Por diversos motivos, que aquí serán divididos en dos: técnicos, y políticos.
Técnicos, porque la falta de una legislación hace que las empresas impulsoras de estos proyectos cometan “errores” (que uno podría categorizar más bien como negligencias o incluso tomaduras de pelo, si se despierta con el pie izquierdo). Entre otras cuestiones está la ubicación errónea de las plantas, demasiado cercanas a colegios, residencias de ancianos, o núcleos urbanos en general. Un ejemplo de ello son los sendos proyectos que tanto Bioenergy como Iberdrola están intentando llevar a cabo en la burgalesa localidad de Milagros, con una más que evidente oposición vecinal. Por otro lado, está la cuestión del dimensionado; es decir, cómo de grandes son estas plantas. La tecnología del biogás puede implementarse a pequeña escala, para dar salida al estiércol producido por una decena de cerdos; pero también puede escalarse a tamaños varios órdenes de magnitud mayores, llegando a existir macroplantas que gestionan más de 200.000 toneladas de residuos anuales. Suponiendo que un cerdo produce aproximadamente 1 tonelada al año, resulta sencillo ver que, aunque la tecnología sea la misma, los problemas asociados, y la utilidad serán muy diferentes.
Traer en camiones los residuos agroganaderos de todo el territorio del estado español, además de insostenible en la zona donde se concentran, es insostenible a nivel global por la emisión de CO2 que este transporte implica.
Por no hablar de que el modelo de industria del biogás que se está poniendo sobre la mesa sirve para apuntalar un sistema ganadero intensivo que, como mínimo, debería disminuir su tamaño. De ahí la importancia de plantear instalaciones de biogás pequeñas y cercanas a donde ya se están produciendo esos residuos.

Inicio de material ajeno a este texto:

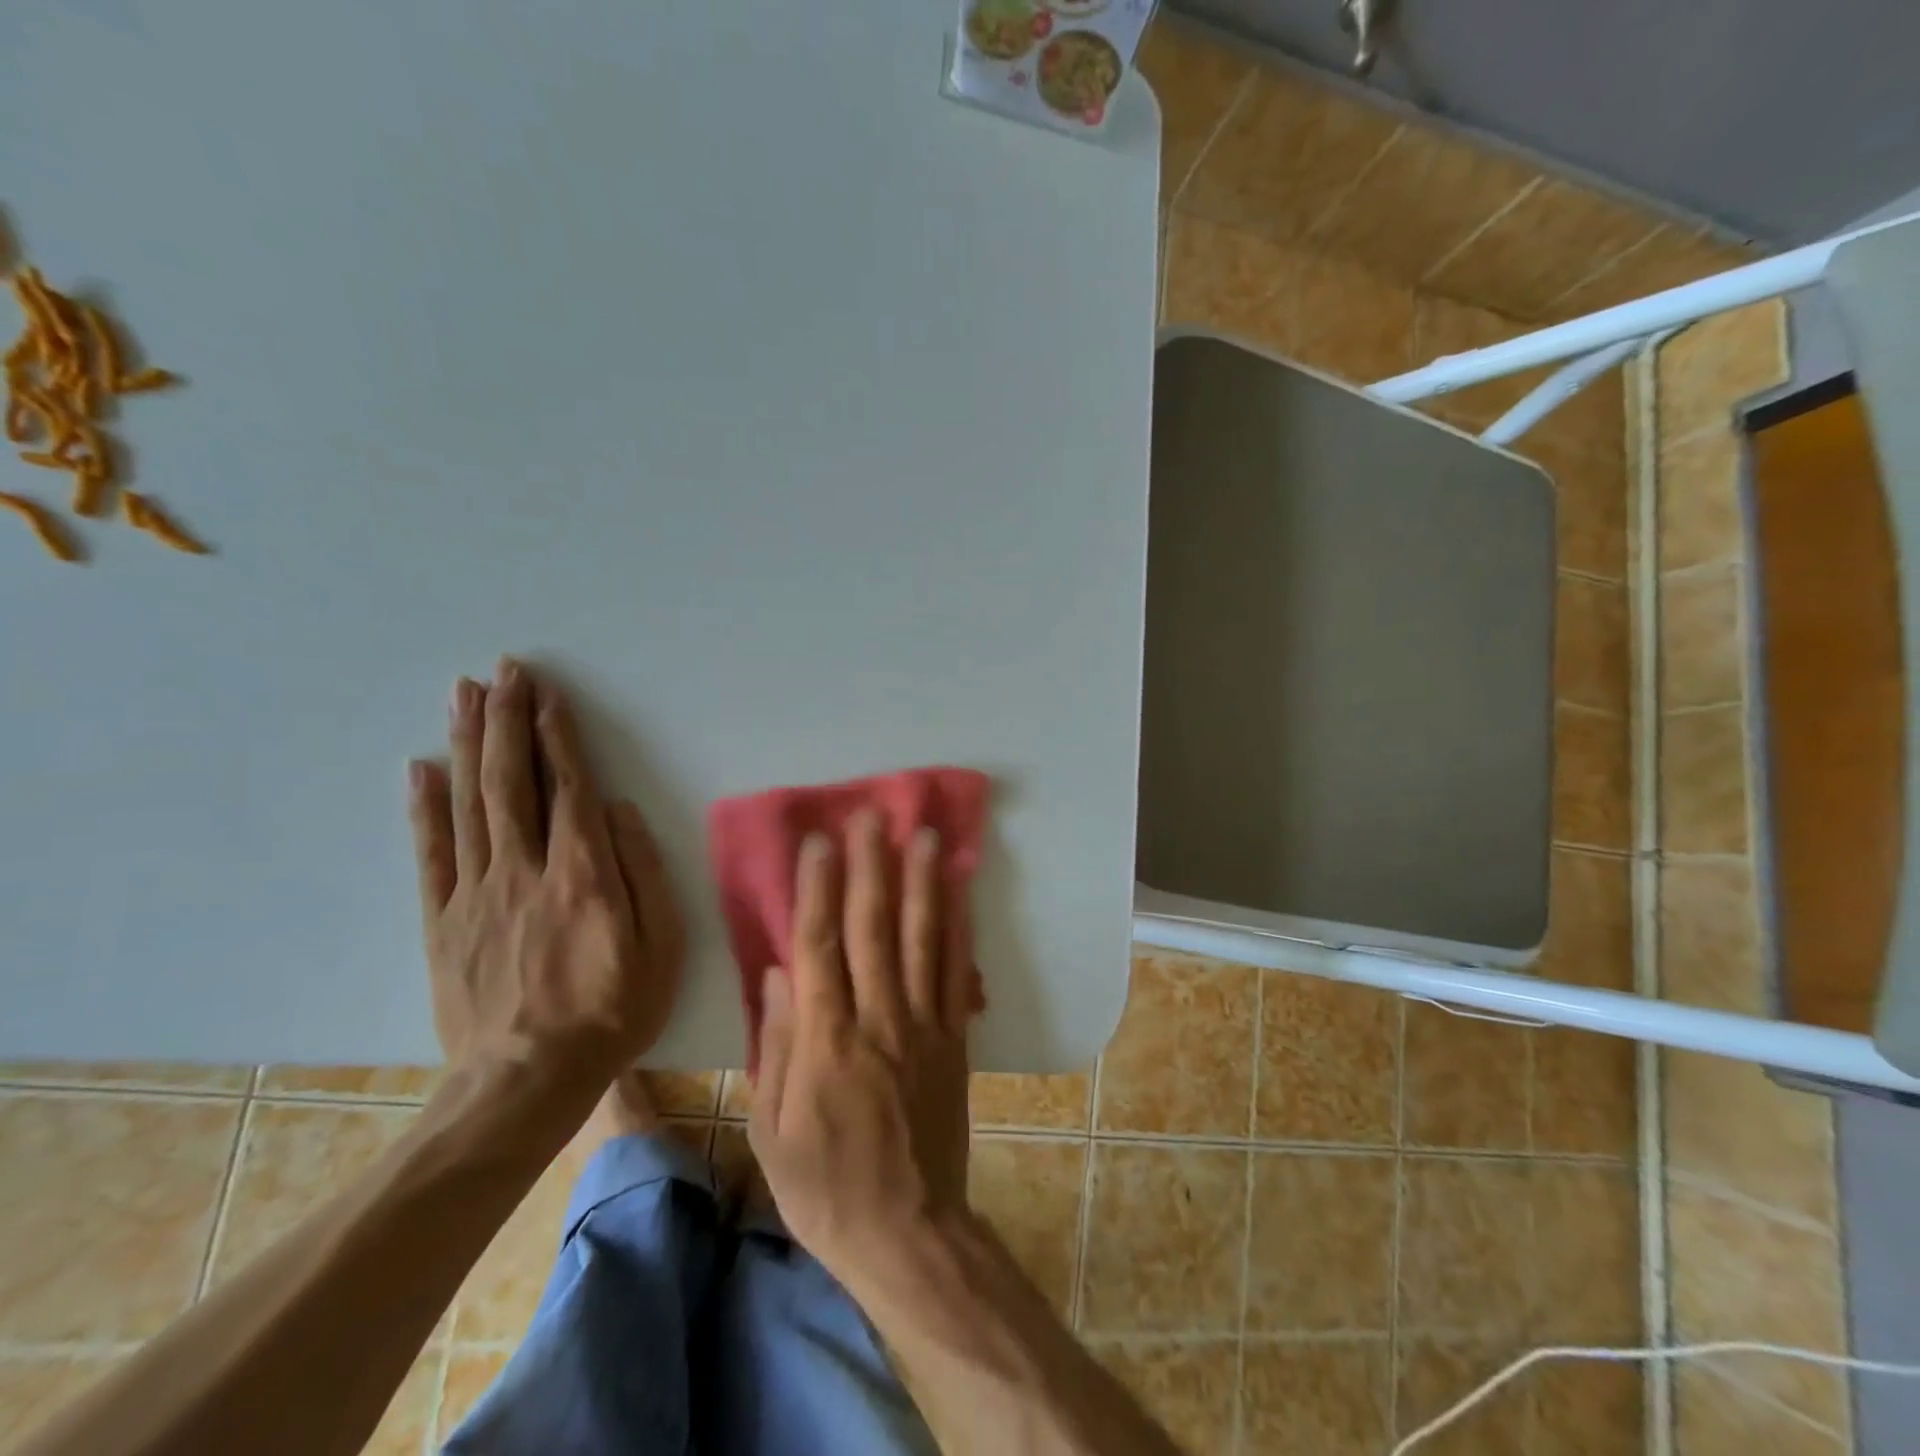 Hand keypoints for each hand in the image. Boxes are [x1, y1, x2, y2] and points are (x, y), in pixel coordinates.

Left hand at [407, 658, 684, 1092]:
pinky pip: (431, 854)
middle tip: (502, 672)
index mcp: (583, 873)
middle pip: (511, 781)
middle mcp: (525, 869)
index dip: (558, 735)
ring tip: (464, 695)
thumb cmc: (612, 1011)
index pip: (568, 786)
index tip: (548, 693)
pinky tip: (421, 768)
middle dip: (508, 720)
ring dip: (468, 744)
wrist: (526, 1082)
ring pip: (469, 803)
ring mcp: (477, 892)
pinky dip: (424, 808)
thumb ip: (642, 872)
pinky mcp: (444, 920)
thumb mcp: (661, 946)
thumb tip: (618, 811)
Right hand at [749, 809, 976, 1281]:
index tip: (821, 842)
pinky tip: (959, 895)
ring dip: (923, 885)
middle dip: (872, 868)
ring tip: (925, 837)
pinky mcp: (954, 1040)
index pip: (819, 948)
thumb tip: (776, 973)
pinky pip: (956, 976)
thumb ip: (774, 1046)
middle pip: (873, 930)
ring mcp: (923, 1027)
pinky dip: (958, 931)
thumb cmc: (824, 1187)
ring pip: (922, 942)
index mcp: (825, 1043)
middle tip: (873, 817)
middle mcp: (878, 1021)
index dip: (818, 890)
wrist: (908, 1231)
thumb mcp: (771, 1130)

“¿El alma? No hay nada que no sea química aquí.” – responderá Mr. White ante la posibilidad planteada por su pareja acerca de que sea eso precisamente lo que les falta para entender unas cuentas, mientras ecuaciones aparecen esbozadas en una pizarra verde. Este parece ser también el planteamiento de muchas de las multinacionales energéticas que llenan Castilla de macroproyectos energéticos. Defienden a capa y espada el carácter sostenible de la industria del biogás, mientras obvian conceptos que deberían ser absolutamente centrales en este proceso de transformación eco-social (como lo denominaría Marina Grós, de Ecologistas en Acción), veladamente llamado “transición energética”. Que existe una necesidad imperiosa de sustituir las energías no renovables (carbón, petróleo, gas natural…) por energías renovables (solar, eólica, biocombustibles…) es innegable. Que es un deber de la clase política vigilar y obligar a las empresas a que esta transformación social se realice de manera justa, sostenible, y transparente, también lo es.
Exigir que se lleven a cabo procesos de participación ciudadana en los pueblos y ciudades donde se deseen implantar estas industrias, analizar de manera objetiva los potenciales perjuicios, y ofrecer una reparación a quienes los sufrirán, son sólo algunos de los primeros pasos que han de darse en esa dirección.
Del mismo modo, y para poder empezar a hablar de una transición energética verdaderamente sostenible, lo que se debe replantear es nuestro sistema económico en su totalidad, reducir el consumo de materiales y energía, decrecer el tamaño de muchos de los sectores económicos más pujantes, e impulsar otros, quizás no tan rentables desde un punto de vista monetario; pero infinitamente más relevantes si lo que se desea es garantizar una vida digna a todas las personas. Hacer negocio con la energía ya resulta conceptualmente problemático. Que quienes paguen en dicho negocio sean quienes sufren las consecuencias del mismo es, sencillamente, demencial.